Now that we know the structure of the streamed data, we can analyze the stream with Spark.

In [1]:
from pyspark.sql import SparkSession
from pyspark.sql.functions import *
from pyspark.sql.types import *

spark = SparkSession.builder \
    .appName("PySpark Kafka Music Stats") \
    .master("spark://172.29.16.102:7077") \
    .getOrCreate()

Setting default log level to "WARN".
To adjust logging level use sc.setLogLevel(newLevel). For SparkR, use setLogLevel(newLevel).
25/01/28 10:18:33 WARN NativeCodeLoader: Unable to load native-hadoop library for your platform... using builtin-java classes where applicable


In [2]:
music_stream = spark \
    .readStream \
    .format("kafka") \
    .option("kafka.bootstrap.servers", "172.29.16.101:9092") \
    .option("subscribe", "music") \
    .load()

In [18]:
schema = StructType() \
    .add("artist", StringType()) \
    .add("status", StringType()) \
    .add("level", StringType()) \
    .add("registration", TimestampType()) \
    .add("ts", TimestampType())

# Parse JSON messages and extract fields
music_df = music_stream \
    .selectExpr("CAST(value AS STRING)") \
    .select(from_json("value", schema).alias("data")) \
    .select("data.*")

In [19]:
music_df.printSchema()

root
 |-- artist: string (nullable = true)
 |-- status: string (nullable = true)
 |-- level: string (nullable = true)
 |-- registration: timestamp (nullable = true)
 |-- ts: timestamp (nullable = true)



### Total Artist Streamed Count

In [30]:
artist_counts = music_df.groupBy("artist").count().sort(desc('count'))

In [34]:
query = artist_counts \
    .writeStream \
    .outputMode('complete') \
    .format('console') \
    .start()

25/01/28 09:37:25 WARN ResolveWriteToStream: Temporary checkpoint location created which is deleted normally when the query didn't fail: /tmp/temporary-86687fc5-72de-4cdf-a5e6-2cabbc76d149. If it's required to delete it under any circumstances, please set spark.sql.streaming.forceDeleteTempCheckpointLocation to true.

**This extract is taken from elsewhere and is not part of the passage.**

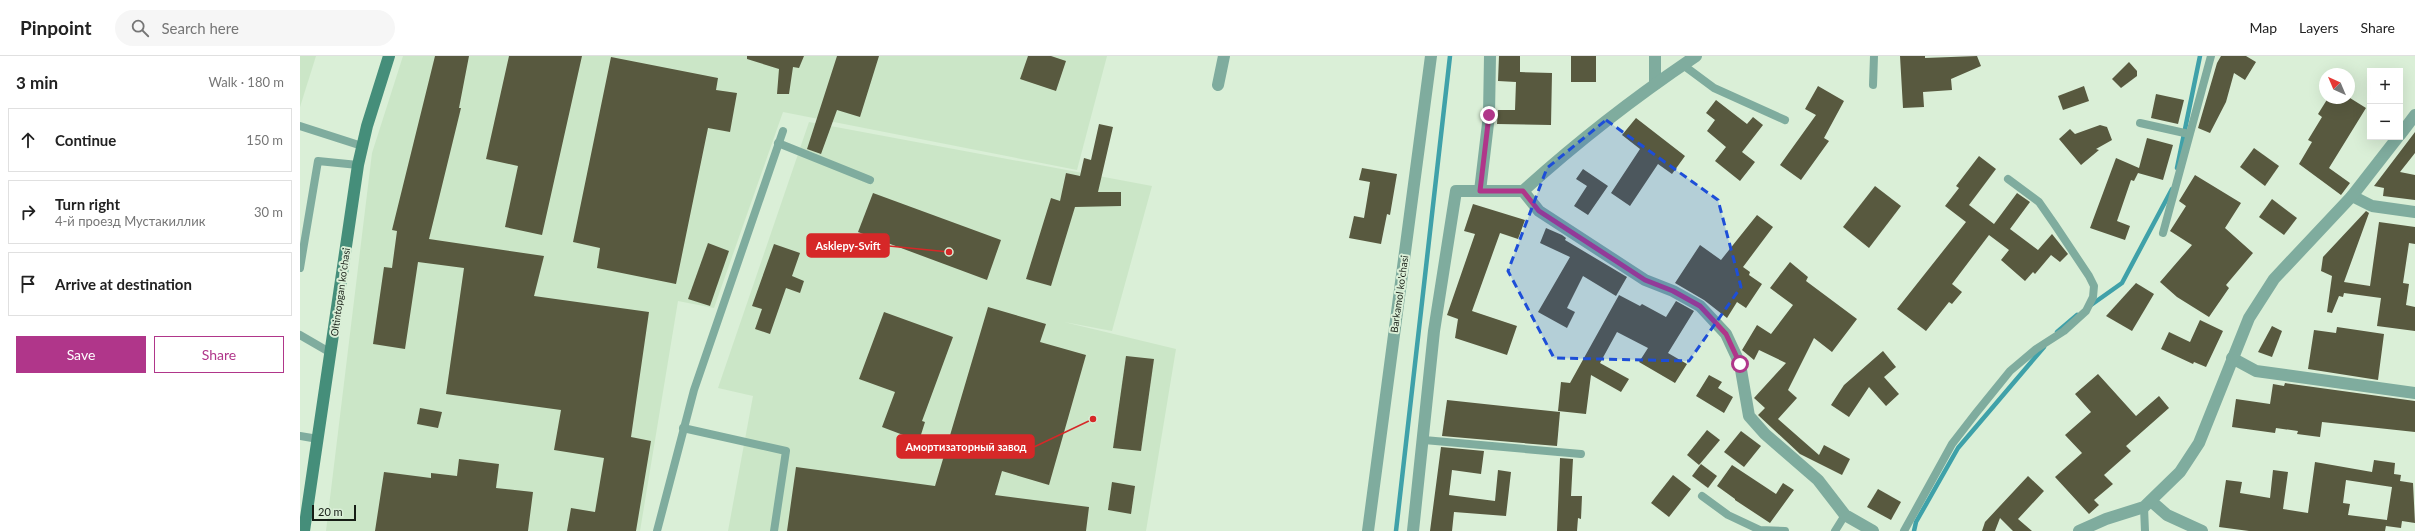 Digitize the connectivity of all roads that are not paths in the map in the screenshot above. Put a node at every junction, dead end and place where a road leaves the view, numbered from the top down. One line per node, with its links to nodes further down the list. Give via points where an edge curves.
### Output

Important to know deleting temp checkpoint folder is best effort.
25/01/28 09:37:25 WARN ResolveWriteToStream: spark.sql.adaptive.enabled is not supported in streaming DataFrames/Datasets and will be disabled.
25/01/28 09:37:25 WARN AdminClientConfig: These configurations '[key.deserializer, value.deserializer, enable.auto.commit, max.poll.records, auto.offset.reset]' were supplied but are not used yet.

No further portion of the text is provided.